The force on the bottom of the container is 18.326 N.

1Step 1: Convert Volumes to cm³

The volumes of the liquids need to be converted from liters to cubic centimeters because the densities are given in grams per cubic centimeter. Use the conversion: \(1\, \text{L} = 1000\, \text{cm}^3\). - For the first liquid: \(0.50\, \text{L} = 0.50 \times 1000 = 500\, \text{cm}^3\)- For the second liquid: \(0.25\, \text{L} = 0.25 \times 1000 = 250\, \text{cm}^3\)- For the third liquid: \(0.40\, \text{L} = 0.40 \times 1000 = 400\, \text{cm}^3\)

2Step 2: Calculate the Mass of Each Liquid

Use the formula \( \text{Mass} = \text{Density} \times \text{Volume} \) to find the mass of each liquid.- First liquid: \( \text{Mass} = 2.6\, \text{g/cm}^3 \times 500\, \text{cm}^3 = 1300\, \text{g} \)- Second liquid: \( \text{Mass} = 1.0\, \text{g/cm}^3 \times 250\, \text{cm}^3 = 250\, \text{g} \)- Third liquid: \( \text{Mass} = 0.80\, \text{g/cm}^3 \times 400\, \text{cm}^3 = 320\, \text{g} \)

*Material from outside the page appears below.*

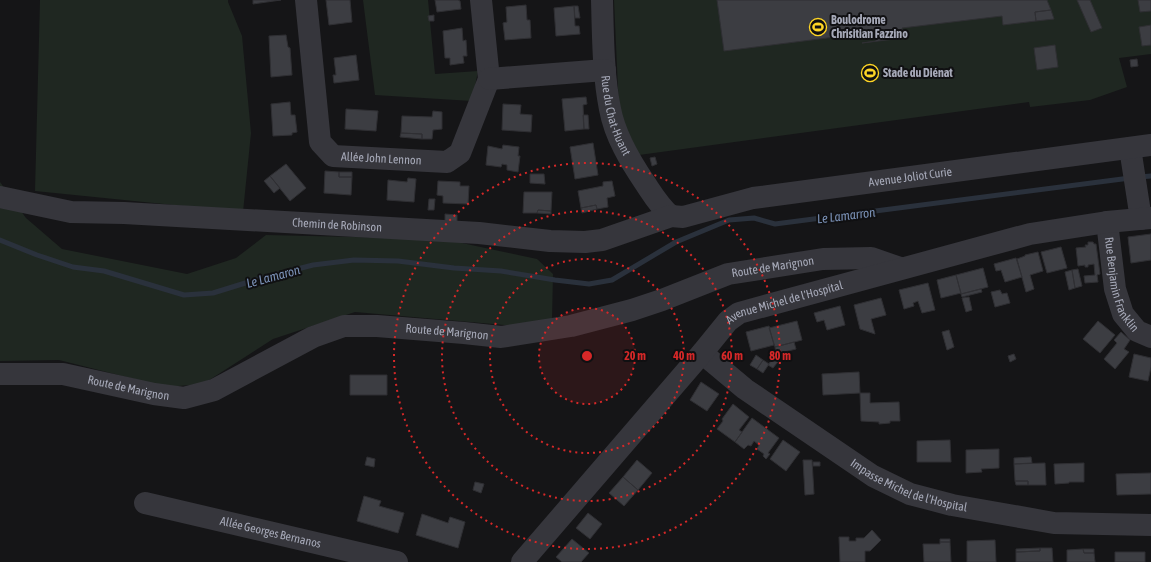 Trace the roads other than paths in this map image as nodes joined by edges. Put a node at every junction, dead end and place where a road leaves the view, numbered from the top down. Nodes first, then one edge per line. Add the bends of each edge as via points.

3Step 3: Calculate the Weight of Each Liquid

The weight of each liquid is calculated using the formula \( \text{Weight} = \text{Mass} \times \text{Acceleration due to gravity} \). The acceleration due to gravity \( g \) is approximately \( 9.8\, \text{m/s}^2 \).- First liquid: \( \text{Weight} = 1300\, \text{g} \times 9.8\, \text{m/s}^2 = 12,740\, \text{g} \cdot \text{m/s}^2 = 12.74\, \text{N} \) (since 1 N = 1 kg \(\cdot \) m/s² and 1 g = 0.001 kg)- Second liquid: \( \text{Weight} = 250\, \text{g} \times 9.8\, \text{m/s}^2 = 2,450\, \text{g} \cdot \text{m/s}^2 = 2.45\, \text{N} \)- Third liquid: \( \text{Weight} = 320\, \text{g} \times 9.8\, \text{m/s}^2 = 3,136\, \text{g} \cdot \text{m/s}^2 = 3.136\, \text{N} \)

4Step 4: Calculate Total Force on the Bottom of the Container

The total force on the bottom of the container is the sum of the weights of all three liquids.- Total force: \(12.74\, \text{N} + 2.45\, \text{N} + 3.136\, \text{N} = 18.326\, \text{N} \)

Key Concepts

DensityForceVolumeGravity

Density

Density is a measure of how much mass is contained in a given volume. It's a fundamental concept in fluid mechanics and is crucial in understanding how different substances behave.

The formula for density is simple: \( \text{Density} = \frac{\text{Mass}}{\text{Volume}} \). This means that the denser a substance is, the more mass it has in any given volume. For example, the first liquid in our exercise has a density of \(2.6\, \text{g/cm}^3\), which means it is more packed with mass compared to the third liquid with a density of \(0.80\, \text{g/cm}^3\).

Understanding density is important because:

It helps predict how substances will layer when mixed.
It influences the buoyancy of objects in a fluid.
It affects the calculation of forces in fluid dynamics.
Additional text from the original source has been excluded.